Parker Stephen C J, Harlap Aaron, Tullius Thomas D
Bioinformatics Program, Boston University, Boston, MA, USA.
Methods Mol Biol. 2011;759:367-79. doi: 10.1007/978-1-61779-173-4_21.
The rapidly increasing availability of DNA sequence data from modern high-throughput experimental techniques has created the need for computational algorithms to aid in motif discovery in genomic DNA. Such algorithms are typically used to find a statistical representation of the nucleotide sequence of the target site of a DNA-binding protein within a collection of DNA sequences that are thought to contain segments to which the protein is bound. A major assumption of these algorithms is that the protein recognizes the primary order of nucleotides in the sequence. However, proteins can also recognize the three-dimensional shape and structure of DNA. To account for this, we developed a computational method to predict the local structural profiles of any set of DNA sequences and then to search within these profiles for common DNA structural motifs. Here we describe the details of this method and use it to find a DNA structural motif in the Saccharomyces cerevisiae yeast genome that is associated with binding of the transcription factor RLM1, a component of the protein kinase C-mediated MAP kinase pathway.

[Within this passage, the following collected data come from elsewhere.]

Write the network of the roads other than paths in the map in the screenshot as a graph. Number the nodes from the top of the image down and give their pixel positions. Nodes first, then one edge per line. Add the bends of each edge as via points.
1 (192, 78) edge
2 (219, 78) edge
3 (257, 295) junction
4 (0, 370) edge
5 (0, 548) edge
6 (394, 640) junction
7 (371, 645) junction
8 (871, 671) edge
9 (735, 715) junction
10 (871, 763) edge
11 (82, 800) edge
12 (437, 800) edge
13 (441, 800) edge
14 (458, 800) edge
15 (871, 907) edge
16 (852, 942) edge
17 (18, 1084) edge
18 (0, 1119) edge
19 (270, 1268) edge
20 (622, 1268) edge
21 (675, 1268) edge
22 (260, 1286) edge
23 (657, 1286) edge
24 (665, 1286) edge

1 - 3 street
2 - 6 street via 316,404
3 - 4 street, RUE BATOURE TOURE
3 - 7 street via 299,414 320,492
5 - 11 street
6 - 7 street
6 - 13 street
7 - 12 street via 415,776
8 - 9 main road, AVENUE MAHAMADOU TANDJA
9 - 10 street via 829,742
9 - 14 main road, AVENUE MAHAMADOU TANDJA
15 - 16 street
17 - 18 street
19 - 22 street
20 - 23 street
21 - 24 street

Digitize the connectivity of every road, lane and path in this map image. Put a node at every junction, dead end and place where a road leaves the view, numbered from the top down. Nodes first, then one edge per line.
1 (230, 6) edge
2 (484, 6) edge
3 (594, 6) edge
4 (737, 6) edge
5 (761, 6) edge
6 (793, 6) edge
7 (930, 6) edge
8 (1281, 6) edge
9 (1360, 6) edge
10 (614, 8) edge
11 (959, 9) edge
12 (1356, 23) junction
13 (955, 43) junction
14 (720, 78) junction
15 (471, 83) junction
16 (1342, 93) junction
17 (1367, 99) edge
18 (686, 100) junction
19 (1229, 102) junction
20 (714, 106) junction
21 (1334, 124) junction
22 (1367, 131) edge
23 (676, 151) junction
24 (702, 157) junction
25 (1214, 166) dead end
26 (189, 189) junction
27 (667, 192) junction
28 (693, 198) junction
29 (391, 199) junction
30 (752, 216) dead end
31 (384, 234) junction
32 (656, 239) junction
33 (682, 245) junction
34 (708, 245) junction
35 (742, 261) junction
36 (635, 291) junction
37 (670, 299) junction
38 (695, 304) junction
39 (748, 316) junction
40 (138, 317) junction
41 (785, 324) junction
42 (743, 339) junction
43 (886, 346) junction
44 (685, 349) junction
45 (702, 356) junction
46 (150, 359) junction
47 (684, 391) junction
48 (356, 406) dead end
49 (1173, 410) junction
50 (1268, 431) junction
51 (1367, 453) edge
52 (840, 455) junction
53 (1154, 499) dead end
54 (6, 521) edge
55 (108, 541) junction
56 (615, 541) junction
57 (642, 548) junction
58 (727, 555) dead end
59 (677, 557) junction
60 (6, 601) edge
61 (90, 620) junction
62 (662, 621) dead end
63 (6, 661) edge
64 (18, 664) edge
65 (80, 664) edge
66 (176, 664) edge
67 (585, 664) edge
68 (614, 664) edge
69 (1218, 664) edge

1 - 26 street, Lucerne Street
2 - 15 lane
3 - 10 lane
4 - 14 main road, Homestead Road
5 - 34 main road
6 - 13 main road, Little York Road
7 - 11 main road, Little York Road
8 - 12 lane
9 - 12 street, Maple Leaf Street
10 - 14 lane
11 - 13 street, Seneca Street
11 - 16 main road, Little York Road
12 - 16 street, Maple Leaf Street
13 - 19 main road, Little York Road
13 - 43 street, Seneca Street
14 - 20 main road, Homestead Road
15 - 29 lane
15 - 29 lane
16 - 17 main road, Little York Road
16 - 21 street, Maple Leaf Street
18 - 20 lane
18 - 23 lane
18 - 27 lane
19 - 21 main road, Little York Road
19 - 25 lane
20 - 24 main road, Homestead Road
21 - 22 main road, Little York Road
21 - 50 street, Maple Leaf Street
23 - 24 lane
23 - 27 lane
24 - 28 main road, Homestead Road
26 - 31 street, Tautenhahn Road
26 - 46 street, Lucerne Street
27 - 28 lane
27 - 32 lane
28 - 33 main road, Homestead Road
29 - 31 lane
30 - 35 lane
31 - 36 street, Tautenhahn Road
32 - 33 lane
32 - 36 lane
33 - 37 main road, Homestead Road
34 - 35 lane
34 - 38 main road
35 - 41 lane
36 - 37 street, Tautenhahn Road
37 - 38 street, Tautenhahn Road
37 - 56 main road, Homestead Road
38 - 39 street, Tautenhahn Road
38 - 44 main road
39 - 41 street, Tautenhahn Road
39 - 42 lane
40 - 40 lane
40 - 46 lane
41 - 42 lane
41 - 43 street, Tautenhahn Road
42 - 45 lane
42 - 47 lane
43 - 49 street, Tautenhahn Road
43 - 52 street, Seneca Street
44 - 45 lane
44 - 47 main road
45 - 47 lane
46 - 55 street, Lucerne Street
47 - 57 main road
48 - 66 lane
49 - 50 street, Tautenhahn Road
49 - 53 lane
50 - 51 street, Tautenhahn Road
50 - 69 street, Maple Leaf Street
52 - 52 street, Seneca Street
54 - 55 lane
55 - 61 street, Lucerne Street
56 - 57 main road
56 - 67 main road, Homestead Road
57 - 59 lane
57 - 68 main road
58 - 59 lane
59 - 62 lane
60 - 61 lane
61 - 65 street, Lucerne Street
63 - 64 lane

现代高通量实验技术使得DNA序列数据迅速增加,这就需要计算算法来帮助在基因组DNA中发现基序。此类算法通常用于在一组被认为包含蛋白质结合片段的DNA序列中,找到DNA结合蛋白靶位点核苷酸序列的统计表示。这些算法的一个主要假设是蛋白质识别序列中核苷酸的一级顺序。然而,蛋白质也能够识别DNA的三维形状和结构。为了考虑到这一点,我们开发了一种计算方法,用于预测任何一组DNA序列的局部结构特征,然后在这些特征中搜索常见的DNA结构基序。在此,我们描述该方法的细节,并使用它在酿酒酵母基因组中找到一个与转录因子RLM1(蛋白激酶C介导的MAP激酶途径的一个组成部分)的结合相关的DNA结构基序。